## What is being asked:
Transcribe each entry in full, and leave the images out.

[Saved entries]
◆ ◆ ◆ ◆ ◆ ◆ ◆

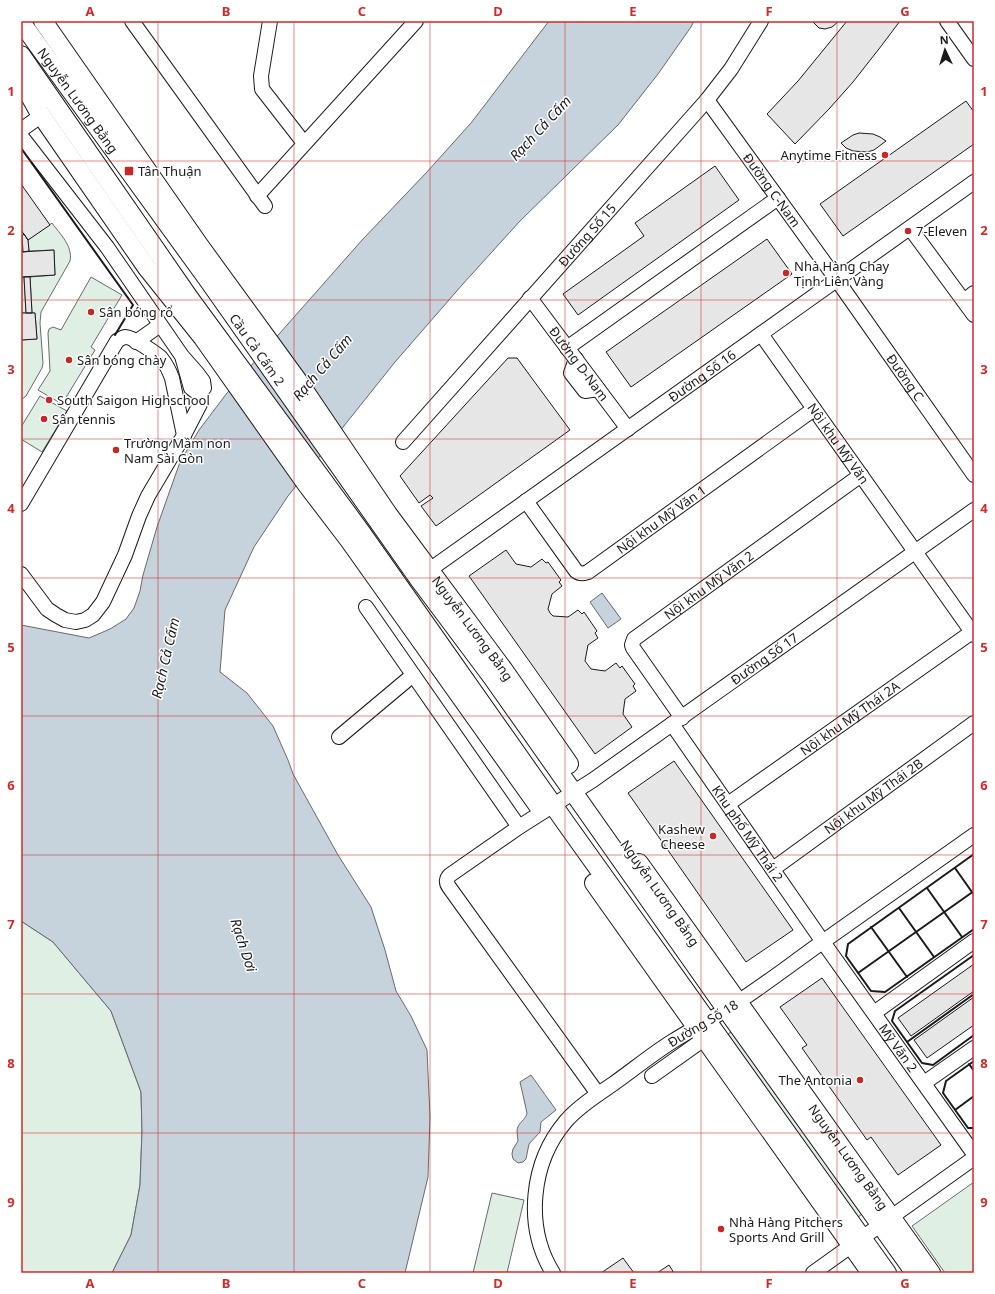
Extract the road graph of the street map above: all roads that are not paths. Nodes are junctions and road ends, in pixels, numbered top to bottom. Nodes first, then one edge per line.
1 (132, 21) edge
2 (270, 21) edge
3 (416, 21) edge
4 (761, 21) edge
5 (947, 21) edge
6 (45, 22) edge
7 (24, 31) edge
8 (21, 55) edge
9 (974, 59) edge
10 (21, 80) edge
11 (707, 100) junction
12 (42, 115) junction
13 (21, 130) edge
14 (21, 136) edge
15 (304, 143) junction
16 (974, 182) edge
17 (778, 198) junction
18 (910, 228) junction
19 (214, 277) junction
20 (837, 280) junction
21 (969, 297) edge
22 (530, 298) junction
23 (184, 303) junction
24 (974, 315) edge
25 (160, 325) junction
26 (761, 334) junction
27 (136, 342) junction
28 (567, 348) junction
29 (814, 409) junction
30 (628, 429) junction
31 (184, 435) junction
32 (403, 442) dead end
33 (974, 474) edge
34 (861, 475) junction
35 (526, 501) junction
36 (21, 504) edge
37 (974, 510) edge
38 (382, 517) joint
39 (915, 552) junction
40 (21, 574) edge
41 (424, 574) junction
42 (366, 606) dead end
43 (973, 633) edge
44 (413, 675) junction
45 (677, 721) junction
46 (974, 723) edge
47 (339, 736) dead end
48 (579, 790) junction
49 (728, 804) junction
50 (548, 809) junction
51 (519, 827) junction
52 (974, 835) edge
53 (773, 868) junction
54 (974, 941) edge
55 (823, 942) junction
56 (732, 1006) junction
57 (874, 1013) junction
58 (703, 1029) junction
59 (974, 1048) edge
60 (652, 1076) dead end
61 (924, 1084) junction
62 (598, 1094) junction
63 (974, 1154) edge
64 (974, 1158) edge
65 (886, 1221) junction
66 (857, 1242) junction
67 (553, 1273) edge
68 (813, 1273) edge
69 (871, 1273) edge
70 (887, 1273) edge
71 (915, 1273) edge
72 (931, 1273) edge

1 - 15 street
2 - 15 street
3 - 15 street
4 - 11 street, Đường Số 15
5 - 9 street
6 - 7 street
6 - 19 main road, Nguyễn Lương Bằng
7 - 19 main road, Nguyễn Lương Bằng
8 - 23 main road, Nguyễn Lương Bằng
10 - 12 main road
11 - 17 street, Đường C-Nam
11 - 22 street, Đường Số 15
12 - 13 street
12 - 23 main road
14 - 25 street
16 - 18 street, Đường Số 16
17 - 20 street, Đường C-Nam
17 - 28 street
18 - 20 street, Đường Số 16
18 - 21 street
19 - 38 main road, Cầu Cả Cấm 2
20 - 26 street, Đường Số 16
20 - 33 street, Đường C
21 - 24 street
22 - 28 street, Đường D-Nam
22 - 32 street, Đường Số 15
23 - 50 main road, Cầu Cả Cấm 2
25 - 27 street
25 - 31 street
26 - 29 street, Nội khu Mỹ Văn
26 - 30 street, Đường Số 16
27 - 31 street
27 - 36 street
28 - 30 street, Đường D-Nam
29 - 34 street, Nội khu Mỹ Văn
29 - 35 street, Nội khu Mỹ Văn 1
30 - 35 street, Đường Số 16
31 - 40 street
34 - 39 street, Nội khu Mỹ Văn
34 - 45 street, Nội khu Mỹ Văn 2
35 - 41 street, Đường Số 16
37 - 39 street, Đường Số 17
38 - 41 main road, Nguyễn Lương Bằng
39 - 43 street
39 - 45 street, Đường Số 17
41 - 48 main road, Nguyễn Lương Bằng
42 - 44 street
43 - 49 street, Nội khu Mỹ Thái 2A
44 - 47 street
44 - 51 street
45 - 48 street, Đường Số 17
45 - 49 street, Khu phố Mỹ Thái 2
46 - 53 street, Nội khu Mỹ Thái 2B
48 - 50 street, Đường Số 17
48 - 56 main road, Nguyễn Lương Bằng
49 - 53 street, Khu phố Mỹ Thái 2
50 - 51 street, Đường Số 17
50 - 58 main road
51 - 62 street, Đường Số 17
52 - 55 street, Đường Số 18
53 - 55 street, Khu phố Mỹ Thái 2
54 - 57 street
55 - 56 street, Đường Số 18
55 - 57 street, Mỹ Văn 2
56 - 58 street, Đường Số 18
56 - 65 main road, Nguyễn Lương Bằng
57 - 61 street, Mỹ Văn 2
58 - 60 street
58 - 62 street, Đường Số 18
58 - 66 main road
59 - 61 street
61 - 63 street, Mỹ Văn 2
62 - 67 street, Đường Số 18
64 - 65 street
65 - 66 street
65 - 71 main road, Nguyễn Lương Bằng
65 - 72 main road, Nguyễn Lương Bằng
66 - 68 street
66 - 69 main road
66 - 70 main road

◆ ◆ ◆ ◆ ◆ ◆ ◆

## Task response:
Extract the road graph of the street map above: all roads that are not paths. Nodes are junctions and road ends, in pixels, numbered top to bottom. Nodes first, then one edge per line.
1 (132, 21) edge
2 (270, 21) edge
3 (416, 21) edge
4 (761, 21) edge
5 (947, 21) edge
6 (45, 22) edge
7 (24, 31) edge
8 (21, 55) edge
9 (974, 59) edge
10 (21, 80) edge
11 (707, 100) junction
12 (42, 115) junction
13 (21, 130) edge
14 (21, 136) edge
15 (304, 143) junction
16 (974, 182) edge
17 (778, 198) junction
18 (910, 228) junction
19 (214, 277) junction
20 (837, 280) junction
21 (969, 297) edge
22 (530, 298) junction
23 (184, 303) junction
24 (974, 315) edge
25 (160, 325) junction
26 (761, 334) junction
27 (136, 342) junction
28 (567, 348) junction
29 (814, 409) junction
30 (628, 429) junction
31 (184, 435) junction
32 (403, 442) dead end
33 (974, 474) edge
34 (861, 475) junction
35 (526, 501) junction
36 (21, 504) edge
37 (974, 510) edge
38 (382, 517) joint
39 (915, 552) junction
40 (21, 574) edge
41 (424, 574) junction
42 (366, 606) dead end
43 (973, 633) edge
44 (413, 675) junction
45 (677, 721) junction
46 (974, 723) edge
47 (339, 736) dead end
48 (579, 790) junction
49 (728, 804) junction
50 (548, 809) junction
51 (519, 827) junction
52 (974, 835) edge
53 (773, 868) junction
54 (974, 941) edge
55 (823, 942) junction
56 (732, 1006) junction
57 (874, 1013) junction
58 (703, 1029) junction
59 (974, 1048) edge
60 (652, 1076) dead end
61 (924, 1084) junction
62 (598, 1094) junction
63 (974, 1154) edge
64 (974, 1158) edge
65 (886, 1221) junction
66 (857, 1242) junction
67 (553, 1273) edge
68 (813, 1273) edge
69 (871, 1273) edge
70 (887, 1273) edge
71 (915, 1273) edge
72 (931, 1273) edge

1 - 15 street
2 - 15 street
3 - 15 street
4 - 11 street, Đường Số 15
5 - 9 street
6 - 7 street
6 - 19 main road, Nguyễn Lương Bằng
7 - 19 main road, Nguyễn Lương Bằng
8 - 23 main road, Nguyễn Lương Bằng
10 - 12 main road
11 - 17 street, Đường C-Nam
11 - 22 street, Đường Số 15
12 - 13 street
12 - 23 main road
14 - 25 street
16 - 18 street, Đường Số 16
17 - 20 street, Đường C-Nam
17 - 28 street
18 - 20 street, Đường Số 16
18 - 21 street
19 - 38 main road, Cầu Cả Cấm 2
20 - 26 street, Đường Số 16
20 - 33 street, Đường C
21 - 24 street
22 - 28 street, Đường D-Nam
22 - 32 street, Đường Số 15
23 - 50 main road, Cầu Cả Cấm 2
25 - 27 street
25 - 31 street
26 - 29 street, Nội khu Mỹ Văn
26 - 30 street, Đường Số 16
27 - 31 street
27 - 36 street
28 - 30 street, Đường D-Nam
29 - 34 street, Nội khu Mỹ Văn
29 - 35 street, Nội khu Mỹ Văn 1
30 - 35 street, Đường Số 16
31 - 40 street
34 - 39 street, Nội khu Mỹ Văn
34 - 45 street, Nội khu Mỹ Văn 2
35 - 41 street, Đường Số 16
37 - 39 street, Đường Số 17
38 - 41 main road, Nguyễn Lương Bằng
39 - 43 street
39 - 45 street, Đường Số 17
41 - 48 main road, Nguyễn Lương Bằng
42 - 44 street
43 - 49 street, Nội khu Mỹ Thái 2A
44 - 47 street
44 - 51 street
45 - 48 street, Đường Số 17
45 - 49 street, Khu phố Mỹ Thái 2
46 - 53 street, Nội khu Mỹ Thái 2B
48 - 50 street, Đường Số 17
48 - 56 main road, Nguyễn Lương Bằng
49 - 53 street, Khu phố Mỹ Thái 2
50 - 51 street, Đường Số 17
50 - 58 main road
51 - 62 street, Đường Số 17
52 - 55 street, Đường Số 18
53 - 55 street, Khu phố Mỹ Thái 2
54 - 57 street
55 - 56 street, Đường Số 18
55 - 57 street, Mỹ Văn 2
56 - 58 street, Đường Số 18
56 - 65 main road, Nguyễn Lương Bằng
57 - 61 street, Mỹ Văn 2
58 - 60 street
58 - 62 street, Đường Số 18
58 - 66 main road
59 - 61 street
61 - 63 street, Mỹ Văn 2
62 - 67 street, Đường Số 18
64 - 65 street
65 - 66 street
65 - 71 main road, Nguyễn Lương Bằng
65 - 72 main road, Nguyễn Lương Bằng
66 - 68 street
66 - 69 main road
66 - 70 main road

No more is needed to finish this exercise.